Talent will out. The years since have brought accolades including a critically acclaimed Medea, an Olivier nomination for her role as Esther in Intimate Apparel at north London’s Park Theatre and, particularly satisfyingly, her Gertrude in an all-black casting of Hamlet for the RSC.
Ever-thoughtful, Moodie herself questioned director Simon Godwin on the value of this, and remembers, “It was delightful, so organic. The director told me he just wanted to create an entire world around his star, Paapa Essiedu, it was that simple.”
Before she knew it, Moodie felt at home in the theatre – “it was my home, my back garden, I’d carved my furrow and I knew what I was doing” – and, initially, she felt the opposite in TV-land.
Understandably, she is wary, and perhaps weary, of talking about diversity. “There was a big drive to diversify casting. I’ve seen every phase. You try not to get bitter because it’s a journey,” she says, but she remembers several occasions when it was clear that the role she was reading for was not written for a woman of colour.
“People write for what they know. As an actor, I was thinking, ‘How do I not come across as a square peg in a round hole?’ I didn’t have the self-belief.
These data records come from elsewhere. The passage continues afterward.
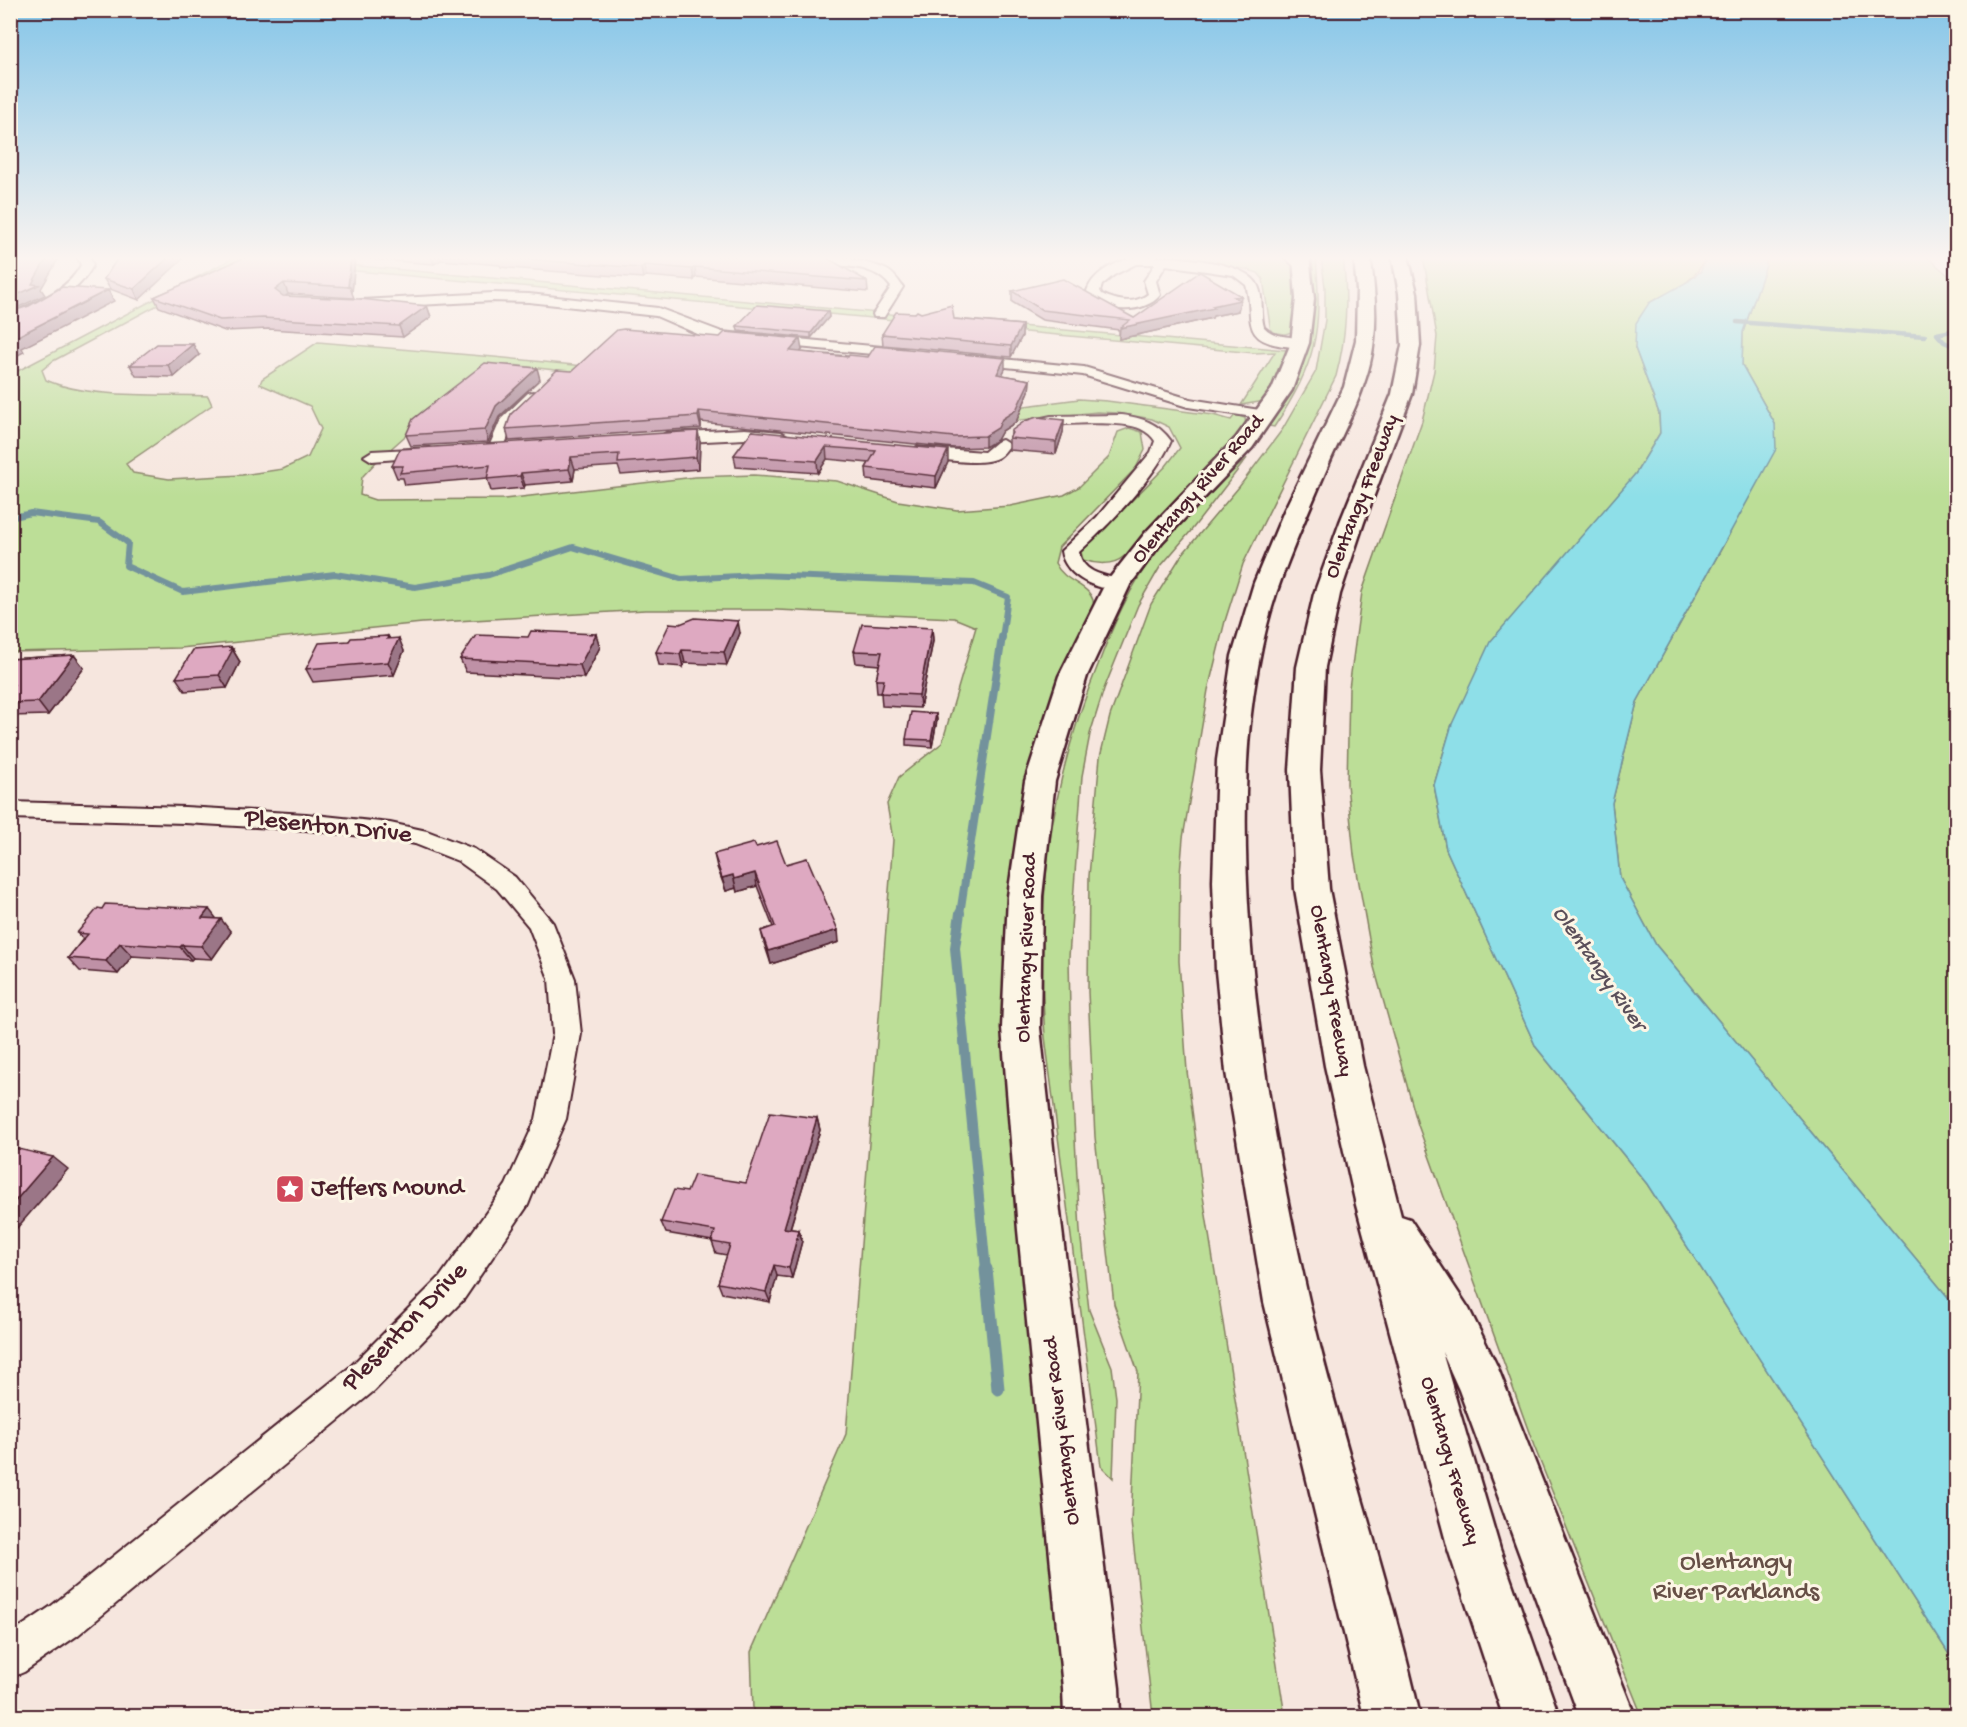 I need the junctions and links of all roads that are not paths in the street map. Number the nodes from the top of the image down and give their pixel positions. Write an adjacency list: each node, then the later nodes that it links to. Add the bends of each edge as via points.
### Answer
1 (728, 337): 7 (street)
2 (1270, 337): 6 (street)
3 (1301, 337): 6 (main road, Olentangy River Road)
4 (1365, 337): 21 (main road, via 1354,387 1267,582 1246,656 1232,760 1230,881 1234,971 1245,1072 1287,1302)
5 (1411, 337): 19 (main road, Olentangy Freeway, via 1402,394 1327,594 1311,667 1305,770 1312,890 1344,1066)
6 (1300, 343): 10 (main road, Olentangy River Road, via 1282,390)
7 (913, 354)
8 (958, 358): 10 (street, via 1084,371 1180,401)
9 (541, 388): 13 (street, via 506,422)
10 (1266, 415): 17 (main road, Olentangy River Road, via 1154,537)
11 (648, 439): 12 (street, via 745,434)
12 (798, 439)
13 (496, 449)
14 (904, 450): 17 (street, via 986,457 994,454 1010,436 1038,422 1121,420 1144,425 1160,435 1163,441 1158,453 1103,521 1070,551 1076,569)
15 (443, 453): 16 (street)
16 (372, 456)
17 (1118, 584): 22 (main road, Olentangy River Road, via 1073,676 1040,781 1025,896 1021,1028)
18 (10, 810): 20 (street, Plesenton Drive, via 306,822 390,831 419,837 466,855 506,883 540,924 562,979 567,1034 551,1119 517,1195 452,1288 362,1379 64,1621)
19 (1377, 1205): 23 (main road, Olentangy Freeway, via 1474,1549); 24 (main road, via 1454,1325)
20 (10, 1658)
21 (1384, 1701)
22 (1092, 1716)
23 (1531, 1716)
24 (1607, 1716)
Plus, if you can see it, you can be it – and, in TV, I never saw the woman I am in a narrative, so part of me never thought I deserved to be there.”
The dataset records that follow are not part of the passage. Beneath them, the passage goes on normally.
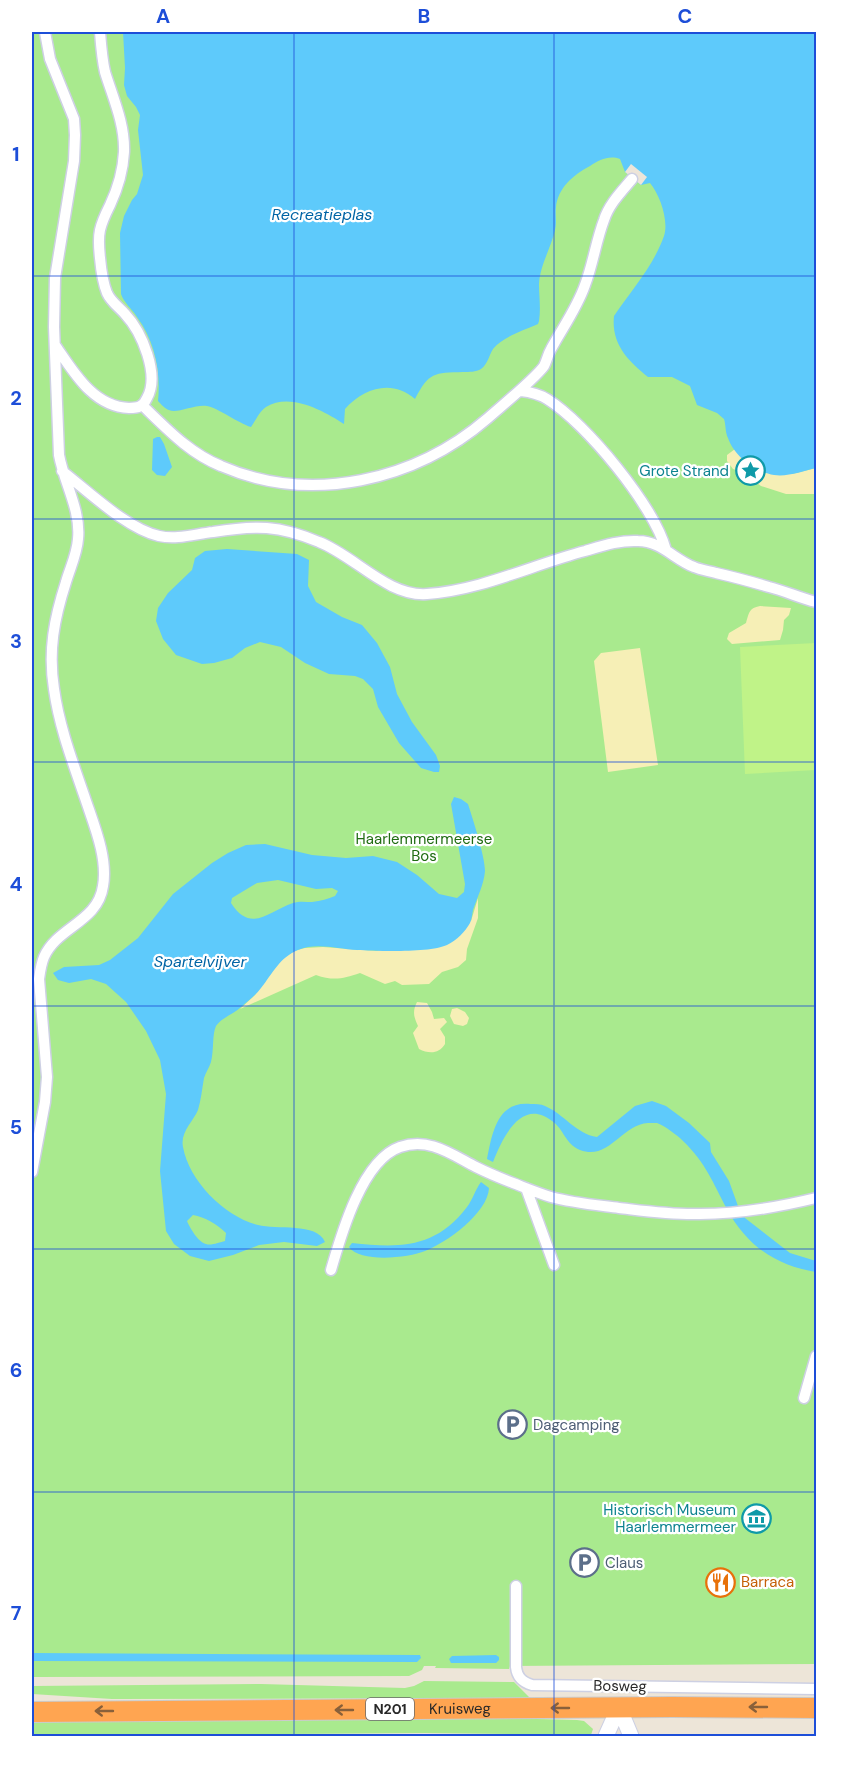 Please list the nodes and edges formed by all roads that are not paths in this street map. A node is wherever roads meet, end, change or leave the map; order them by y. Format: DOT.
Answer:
graph roads {
  1 [pos="45,32"];
  2 [pos="100,32"];
  3 [pos="632,179"];
  4 [pos="55,345"];
  5 [pos="521,391"];
  6 [pos="142,405"];
  7 [pos="62,470"];
  8 [pos="666,550"];
  9 [pos="816,602"];
  10 [pos="32,1172"];
  11 [pos="525,1188"];
  12 [pos="816,1198"];
  13 [pos="554,1265"];
  14 [pos="331,1270"];
  15 [pos="816,1356"];
  16 [pos="804,1398"];
  17 [pos="516,1586"];
  18 [pos="816,1689"];
  19 [pos="619,1707"];
  20 [pos="816,1708"];
  21 [pos="32,1712"];
  22 [pos="606,1737"];
  23 [pos="631,1737"];
  1 -- 4 [label="street"];
  2 -- 6 [label="street"];
  3 -- 5 [label="street"];
  4 -- 6 [label="street"];
  4 -- 7 [label="street"];
  5 -- 6 [label="street"];
  5 -- 8 [label="street"];
  7 -- 8 [label="street"];
  7 -- 10 [label="street"];
  8 -- 9 [label="street"];
  11 -- 12 [label="street"];
  11 -- 13 [label="street"];
  11 -- 14 [label="street"];
  15 -- 16 [label="street"];
  17 -- 18 [label="street, Bosweg"];
  20 -- 19 [label="highway, Kruisweg / N201, one-way"];
  19 -- 21 [label="highway, Kruisweg / N201, one-way"];
  19 -- 22 [label="main road"];
  19 -- 23 [label="main road"];
} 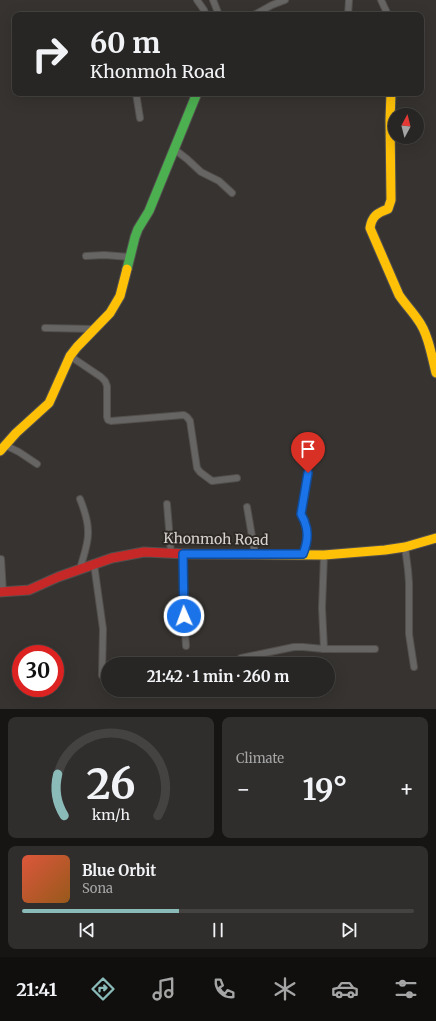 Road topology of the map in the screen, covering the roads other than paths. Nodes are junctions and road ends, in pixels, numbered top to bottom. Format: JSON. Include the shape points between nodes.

Fortunately, on the set of an episode of Prime Suspect, an angel appeared to Moodie in the form of Helen Mirren. “On the first day, the name of my character wasn’t quite right, and I sat at the read-through feeling out of place. Helen Mirren came over and told me, ‘I don’t think your character’s name is right. Have a think about what she should be called and I’ll talk to the writers.’ I felt so moved, knowing she saw it, too, and she gave me a bridge.”
That meant, by the time the role of Meg in Motherland appeared on the table, Moodie was doubting herself less and punching higher. “It felt such a great fit.”
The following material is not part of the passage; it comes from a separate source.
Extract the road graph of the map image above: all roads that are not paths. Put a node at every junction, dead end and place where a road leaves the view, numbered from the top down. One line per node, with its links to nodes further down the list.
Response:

On her third audition, Moodie decided to root inside her Buddhist toolbox, reminding herself, “I have to let go, and just do the work.” It paid off and gave the actor the chance to explore that “me-ness” that had been missing from many previous roles.
“They asked me, ‘What would Meg look like?’ I said, ‘She’s a professional woman who’s already made it. She’s beyond trying to impress anyone. She’s going to be herself, she’s going to have her Afro out.”’
Thus was Meg born in all her ball-busting, tequila-swilling, alpha-female glory, together with some fresh fan and industry appreciation for the woman who created her.
What’s next? With her business partner Sarah Rutherford, Moodie runs a production company with two projects in development, although she squirms, “I don’t know how much I’m allowed to tell you.” Suffice to say, both have prospective lead roles for Moodie that will surely make the best of her palpable glow.
She says herself, “I’d love to feel the confidence on TV that I feel in theatre. I’m getting there. I stand on set and I realise, ‘I see now how everything fits together and I’m part of it.’”
And even in this most confusing of times, Tanya Moodie once again counts her blessings.